Since the mid-1980s, Russian politics had been filled with ideological ferment, policy twists and colorful figures. Today Russians have Putin's cool, firm managerial style: a small circle of circumspect men in gray suits making decisions with little open public discussion, while policy-making bodies such as the parliament have been marginalized or tamed into a supportive chorus.
Critics say it marks the return of Soviet-type authoritarianism and reflects Putin's years as a KGB operative. But such complaints get washed away by the flood of approval for Putin from Russians exhausted by years of anxiety.
His rise to the presidency upon Yeltsin's resignation on Dec. 31, 1999, was abrupt. He made fiscal responsibility a priority, promising to repay Russia's enormous international debt in full and on time. He pushed successfully for tax reform, which swelled government revenue and enticed back foreign investors who had been scared off by the 1998 economic collapse.
The reforms and high world prices for oil, Russia's key export earner, produced steady economic growth and the base for a small but growing middle-class.
The Chechnya war that Putin began in 1999 while still prime minister continues in a violent stalemate of daily fatal rebel attacks on Russian forces.
Putin for years has stressed that major combat in Chechnya is over, and Russian television shows little to contradict that assertion.
After the Sept. 11, 2001, attacks, Putin was quick to offer support to the United States and did not object to Washington setting up bases in Kyrgyzstan and Uzbekistan, former Soviet republics that Russia traditionally regards as part of its sphere of influence.
That posture won him praise as a leader flexible enough to overcome Russia's long-standing suspicion of the West, and it boosted the relations he had assiduously cultivated with Britain and the United States.
It also strengthened him in portraying the Chechnya conflict as an anti-terrorist action rather than a war, and Western governments stopped demanding he rein in his troops and negotiate with the rebels.
The disappearance of independent television channels inclined to challenge the Kremlin is a striking characteristic of the Putin era.
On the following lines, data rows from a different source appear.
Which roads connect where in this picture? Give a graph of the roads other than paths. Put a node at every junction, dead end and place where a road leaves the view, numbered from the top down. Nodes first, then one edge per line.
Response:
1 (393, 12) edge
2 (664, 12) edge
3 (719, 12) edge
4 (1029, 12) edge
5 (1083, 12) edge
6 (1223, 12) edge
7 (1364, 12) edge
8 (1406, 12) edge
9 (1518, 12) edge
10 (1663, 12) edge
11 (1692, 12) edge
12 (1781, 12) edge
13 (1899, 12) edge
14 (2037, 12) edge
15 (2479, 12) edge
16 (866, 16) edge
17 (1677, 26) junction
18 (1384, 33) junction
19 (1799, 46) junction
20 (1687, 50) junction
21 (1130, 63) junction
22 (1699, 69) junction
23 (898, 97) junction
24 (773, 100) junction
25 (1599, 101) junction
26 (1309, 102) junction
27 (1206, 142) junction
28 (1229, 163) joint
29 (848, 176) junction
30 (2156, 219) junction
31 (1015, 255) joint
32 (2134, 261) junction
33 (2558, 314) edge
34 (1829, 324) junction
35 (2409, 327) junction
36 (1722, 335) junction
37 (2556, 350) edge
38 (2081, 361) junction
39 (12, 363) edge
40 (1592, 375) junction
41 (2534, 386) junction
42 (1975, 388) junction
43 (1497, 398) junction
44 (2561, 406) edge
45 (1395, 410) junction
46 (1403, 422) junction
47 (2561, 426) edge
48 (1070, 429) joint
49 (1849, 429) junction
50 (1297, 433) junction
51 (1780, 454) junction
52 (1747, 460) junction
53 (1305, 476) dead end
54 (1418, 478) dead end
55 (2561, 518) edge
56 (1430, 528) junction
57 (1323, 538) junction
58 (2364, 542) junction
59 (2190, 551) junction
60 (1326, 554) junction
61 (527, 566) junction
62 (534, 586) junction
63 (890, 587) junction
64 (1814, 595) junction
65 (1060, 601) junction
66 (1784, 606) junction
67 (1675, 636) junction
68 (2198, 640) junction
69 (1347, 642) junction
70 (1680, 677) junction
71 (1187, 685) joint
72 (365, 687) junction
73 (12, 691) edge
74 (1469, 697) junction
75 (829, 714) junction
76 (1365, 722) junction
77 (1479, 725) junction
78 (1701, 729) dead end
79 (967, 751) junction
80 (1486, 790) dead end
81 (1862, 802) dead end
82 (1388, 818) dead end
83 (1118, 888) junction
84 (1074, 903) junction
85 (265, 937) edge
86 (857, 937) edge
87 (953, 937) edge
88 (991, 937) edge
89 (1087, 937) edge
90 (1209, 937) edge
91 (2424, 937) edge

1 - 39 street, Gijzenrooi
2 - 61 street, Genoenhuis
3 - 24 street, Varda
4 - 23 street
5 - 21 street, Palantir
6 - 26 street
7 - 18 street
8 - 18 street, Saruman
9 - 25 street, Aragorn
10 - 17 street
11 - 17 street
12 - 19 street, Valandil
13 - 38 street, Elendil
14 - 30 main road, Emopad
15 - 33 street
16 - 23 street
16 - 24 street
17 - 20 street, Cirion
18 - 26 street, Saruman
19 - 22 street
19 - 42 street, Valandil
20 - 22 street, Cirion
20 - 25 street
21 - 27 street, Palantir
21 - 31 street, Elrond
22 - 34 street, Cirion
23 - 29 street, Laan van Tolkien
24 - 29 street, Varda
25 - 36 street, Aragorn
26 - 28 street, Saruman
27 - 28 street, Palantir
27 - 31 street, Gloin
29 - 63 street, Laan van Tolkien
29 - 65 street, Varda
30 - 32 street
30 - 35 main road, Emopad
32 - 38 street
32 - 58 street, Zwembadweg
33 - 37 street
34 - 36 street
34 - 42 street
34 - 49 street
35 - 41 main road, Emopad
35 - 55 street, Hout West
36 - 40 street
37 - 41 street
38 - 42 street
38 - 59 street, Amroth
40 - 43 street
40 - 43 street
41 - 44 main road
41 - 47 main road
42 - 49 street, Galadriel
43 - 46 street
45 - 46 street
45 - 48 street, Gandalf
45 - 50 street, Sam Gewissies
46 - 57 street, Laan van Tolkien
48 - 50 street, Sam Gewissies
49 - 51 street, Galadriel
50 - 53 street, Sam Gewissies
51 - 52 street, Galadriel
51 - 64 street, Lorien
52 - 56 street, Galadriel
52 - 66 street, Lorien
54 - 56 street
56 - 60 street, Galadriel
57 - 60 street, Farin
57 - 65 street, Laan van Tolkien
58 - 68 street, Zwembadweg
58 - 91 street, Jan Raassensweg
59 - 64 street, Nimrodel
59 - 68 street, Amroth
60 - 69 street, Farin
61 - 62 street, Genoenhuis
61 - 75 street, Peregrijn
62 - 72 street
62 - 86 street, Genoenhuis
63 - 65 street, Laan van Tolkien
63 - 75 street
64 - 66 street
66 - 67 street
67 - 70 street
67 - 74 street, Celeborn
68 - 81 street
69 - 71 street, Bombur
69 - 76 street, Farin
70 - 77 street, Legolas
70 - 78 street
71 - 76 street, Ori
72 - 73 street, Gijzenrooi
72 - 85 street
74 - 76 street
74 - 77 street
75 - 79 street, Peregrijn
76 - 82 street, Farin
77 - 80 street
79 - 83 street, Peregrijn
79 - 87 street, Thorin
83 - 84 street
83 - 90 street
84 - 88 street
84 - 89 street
The channels' closures or takeovers by state-connected companies were widely seen as the result of a Kremlin campaign directed by Putin or at least approved by him, although he contends that the changes had a strictly commercial basis.
Putin has said little about his KGB days but appears to have joined it more for adventure than out of ideology. He is generally unrevealing about where he stood when his country was under communist dictatorship, except to tell biographers: "For better or worse, I was not a dissident."
Putin's home life reinforces the impression that he dislikes revealing himself; his wife, Lyudmila, and two daughters are nearly invisible to the public. The announcement in December that the family Labrador had puppies brought significant news coverage as a rare glimpse of the family's life.